» WHAT IS BEING ASKED:
Whenever an image turns up, omit it and return the remaining data exactly.

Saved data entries

::::

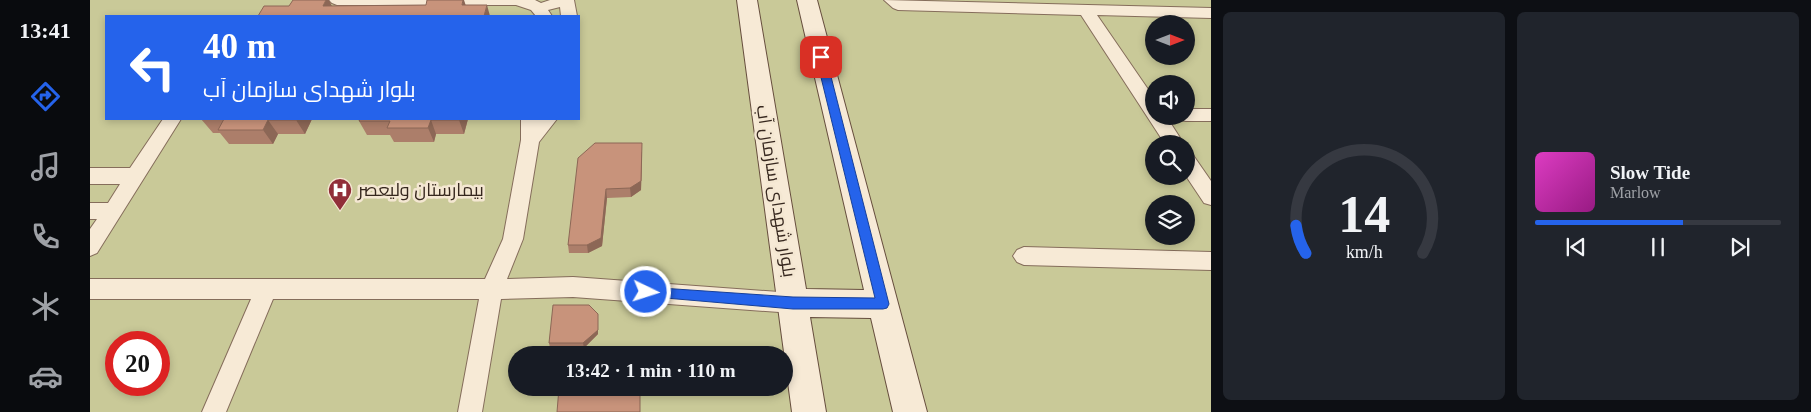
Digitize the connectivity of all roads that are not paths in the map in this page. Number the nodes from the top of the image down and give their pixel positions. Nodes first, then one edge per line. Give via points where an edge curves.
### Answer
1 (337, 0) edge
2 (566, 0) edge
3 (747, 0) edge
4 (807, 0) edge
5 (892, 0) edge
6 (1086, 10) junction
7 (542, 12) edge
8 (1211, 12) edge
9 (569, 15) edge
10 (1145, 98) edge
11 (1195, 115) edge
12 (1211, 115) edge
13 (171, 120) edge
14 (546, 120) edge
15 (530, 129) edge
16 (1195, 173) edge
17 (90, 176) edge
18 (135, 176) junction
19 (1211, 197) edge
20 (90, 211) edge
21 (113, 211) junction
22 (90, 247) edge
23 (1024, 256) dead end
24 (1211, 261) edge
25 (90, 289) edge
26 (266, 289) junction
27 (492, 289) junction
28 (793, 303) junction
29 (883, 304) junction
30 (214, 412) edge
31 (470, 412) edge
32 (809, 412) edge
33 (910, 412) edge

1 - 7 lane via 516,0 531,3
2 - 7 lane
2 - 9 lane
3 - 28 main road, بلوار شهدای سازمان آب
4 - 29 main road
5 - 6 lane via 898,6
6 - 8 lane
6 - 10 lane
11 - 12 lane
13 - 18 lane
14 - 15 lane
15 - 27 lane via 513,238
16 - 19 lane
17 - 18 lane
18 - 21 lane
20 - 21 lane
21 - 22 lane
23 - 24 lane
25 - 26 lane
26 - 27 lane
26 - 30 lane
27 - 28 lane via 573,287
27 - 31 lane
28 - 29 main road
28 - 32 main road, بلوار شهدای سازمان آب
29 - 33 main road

::::

» THE COMPLETED TASK:
Digitize the connectivity of all roads that are not paths in the map in this page. Number the nodes from the top of the image down and give their pixel positions. Nodes first, then one edge per line. Give via points where an edge curves.
### Answer
1 (337, 0) edge
2 (566, 0) edge
3 (747, 0) edge
4 (807, 0) edge
5 (892, 0) edge
6 (1086, 10) junction
7 (542, 12) edge
8 (1211, 12) edge
9 (569, 15) edge
10 (1145, 98) edge
11 (1195, 115) edge
12 (1211, 115) edge
13 (171, 120) edge
14 (546, 120) edge
15 (530, 129) edge
16 (1195, 173) edge
17 (90, 176) edge
18 (135, 176) junction
19 (1211, 197) edge
20 (90, 211) edge
21 (113, 211) junction
22 (90, 247) edge
23 (1024, 256) dead end
24 (1211, 261) edge
25 (90, 289) edge
26 (266, 289) junction
27 (492, 289) junction
28 (793, 303) junction
29 (883, 304) junction
30 (214, 412) edge
31 (470, 412) edge
32 (809, 412) edge
33 (910, 412) edge

1 - 7 lane via 516,0 531,3
2 - 7 lane
2 - 9 lane
3 - 28 main road, بلوار شهدای سازمان آب
4 - 29 main road
5 - 6 lane via 898,6
6 - 8 lane
6 - 10 lane
11 - 12 lane
13 - 18 lane
14 - 15 lane
15 - 27 lane via 513,238
16 - 19 lane
17 - 18 lane
18 - 21 lane
20 - 21 lane
21 - 22 lane
23 - 24 lane
25 - 26 lane
26 - 27 lane
26 - 30 lane
27 - 28 lane via 573,287
27 - 31 lane
28 - 29 main road
28 - 32 main road, بلوار شهدای سازمان آب
29 - 33 main road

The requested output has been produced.